[Stored data]
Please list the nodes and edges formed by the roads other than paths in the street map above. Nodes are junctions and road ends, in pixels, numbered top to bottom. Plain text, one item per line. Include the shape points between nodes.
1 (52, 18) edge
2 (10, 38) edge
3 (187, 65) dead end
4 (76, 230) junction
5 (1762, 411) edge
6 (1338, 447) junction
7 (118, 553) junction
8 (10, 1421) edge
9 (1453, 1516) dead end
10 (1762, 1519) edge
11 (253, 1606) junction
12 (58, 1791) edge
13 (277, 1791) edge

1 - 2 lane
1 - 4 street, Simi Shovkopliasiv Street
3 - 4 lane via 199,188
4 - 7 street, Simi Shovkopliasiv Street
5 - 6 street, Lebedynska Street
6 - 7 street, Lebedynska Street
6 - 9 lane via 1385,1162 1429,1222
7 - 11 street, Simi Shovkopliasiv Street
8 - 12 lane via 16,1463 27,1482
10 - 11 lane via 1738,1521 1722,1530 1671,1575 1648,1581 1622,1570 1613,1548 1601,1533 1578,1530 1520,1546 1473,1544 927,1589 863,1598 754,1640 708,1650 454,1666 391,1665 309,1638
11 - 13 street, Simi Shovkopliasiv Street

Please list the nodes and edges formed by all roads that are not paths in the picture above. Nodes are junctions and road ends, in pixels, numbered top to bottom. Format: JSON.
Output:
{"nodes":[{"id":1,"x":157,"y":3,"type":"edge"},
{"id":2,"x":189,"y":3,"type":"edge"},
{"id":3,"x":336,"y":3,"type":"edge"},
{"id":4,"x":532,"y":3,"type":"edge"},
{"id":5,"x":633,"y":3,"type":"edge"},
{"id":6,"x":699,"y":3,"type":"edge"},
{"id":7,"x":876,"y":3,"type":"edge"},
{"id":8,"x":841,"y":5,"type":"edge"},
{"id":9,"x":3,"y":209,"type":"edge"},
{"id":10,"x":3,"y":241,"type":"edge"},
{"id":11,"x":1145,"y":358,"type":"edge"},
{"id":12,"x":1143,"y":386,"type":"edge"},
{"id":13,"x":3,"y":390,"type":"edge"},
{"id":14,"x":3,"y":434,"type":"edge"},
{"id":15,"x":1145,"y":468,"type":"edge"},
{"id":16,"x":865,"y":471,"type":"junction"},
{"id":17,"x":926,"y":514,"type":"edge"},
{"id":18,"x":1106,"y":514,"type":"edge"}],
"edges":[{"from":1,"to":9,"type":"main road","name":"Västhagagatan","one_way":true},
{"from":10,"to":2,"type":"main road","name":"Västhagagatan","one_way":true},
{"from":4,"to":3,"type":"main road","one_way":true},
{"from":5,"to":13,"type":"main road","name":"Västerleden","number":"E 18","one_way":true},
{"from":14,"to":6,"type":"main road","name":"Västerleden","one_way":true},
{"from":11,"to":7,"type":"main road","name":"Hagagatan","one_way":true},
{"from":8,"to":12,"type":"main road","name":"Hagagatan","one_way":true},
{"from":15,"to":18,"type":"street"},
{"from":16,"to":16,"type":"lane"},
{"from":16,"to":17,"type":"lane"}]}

Problem statement =>
Each record must be printed again, word for word, with nothing dropped.

Answer space =>
Please list the nodes and edges formed by the roads other than paths in the street map above. Nodes are junctions and road ends, in pixels, numbered top to bottom. Plain text, one item per line. Include the shape points between nodes.
1 (52, 18) edge
2 (10, 38) edge
3 (187, 65) dead end
4 (76, 230) junction
5 (1762, 411) edge
6 (1338, 447) junction
7 (118, 553) junction
8 (10, 1421) edge
9 (1453, 1516) dead end
10 (1762, 1519) edge
11 (253, 1606) junction
12 (58, 1791) edge
13 (277, 1791) edge

1 - 2 lane
1 - 4 street, Simi Shovkopliasiv Street
3 - 4 lane via 199,188
4 - 7 street, Simi Shovkopliasiv Street
5 - 6 street, Lebedynska Street
6 - 7 street, Lebedynska Street
6 - 9 lane via 1385,1162 1429,1222
7 - 11 street, Simi Shovkopliasiv Street
8 - 12 lane via 16,1463 27,1482
10 - 11 lane via 1738,1521 1722,1530 1671,1575 1648,1581 1622,1570 1613,1548 1601,1533 1578,1530 1520,1546 1473,1544 927,1589 863,1598 754,1640 708,1650 454,1666 391,1665 309,1638
11 - 13 street, Simi Shovkopliasiv Street

Please list the nodes and edges formed by all roads that are not paths in the picture above. Nodes are junctions and road ends, in pixels, numbered top to bottom. Format: JSON.
Output:
{"nodes":[{"id":1,"x":157,"y":3,"type":"edge"},
{"id":2,"x":189,"y":3,"type":"edge"},
{"id":3,"x":336,"y":3,"type":"edge"},
{"id":4,"x":532,"y":3,"type":"edge"},
{"id":5,"x":633,"y":3,"type":"edge"},
{"id":6,"x":699,"y":3,"type":"edge"},
{"id":7,"x":876,"y":3,"type":"edge"},
{"id":8,"x":841,"y":5,"type":"edge"},
{"id":9,"x":3,"y":209,"type":"edge"},
{"id":10,"x":3,"y":241,"type":"edge"},
{"id":11,"x":1145,"y":358,"type":"edge"},
{"id":12,"x":1143,"y":386,"type":"edge"},
{"id":13,"x":3,"y":390,"type":"edge"},
{"id":14,"x":3,"y":434,"type":"edge"},
{"id":15,"x":1145,"y":468,"type":"edge"},
{"id":16,"x":865,"y":471,"type":"junction"},
{"id":17,"x":926,"y":514,"type":"edge"},
{"id":18,"x":1106,"y":514,"type":"edge"}],
"edges":[{"from":1,"to":9,"type":"main road","name":"Västhagagatan","one_way":true},
{"from":10,"to":2,"type":"main road","name":"Västhagagatan","one_way":true},
{"from":4,"to":3,"type":"main road","one_way":true},
{"from":5,"to":13,"type":"main road","name":"Västerleden","number":"E 18","one_way":true},
{"from":14,"to":6,"type":"main road","name":"Västerleden","one_way":true},
{"from":11,"to":7,"type":"main road","name":"Hagagatan","one_way":true},
{"from":8,"to":12,"type":"main road","name":"Hagagatan","one_way":true},
{"from":15,"to":18,"type":"street"},
{"from":16,"to":16,"type":"lane"},
{"from":16,"to":17,"type":"lane"}]}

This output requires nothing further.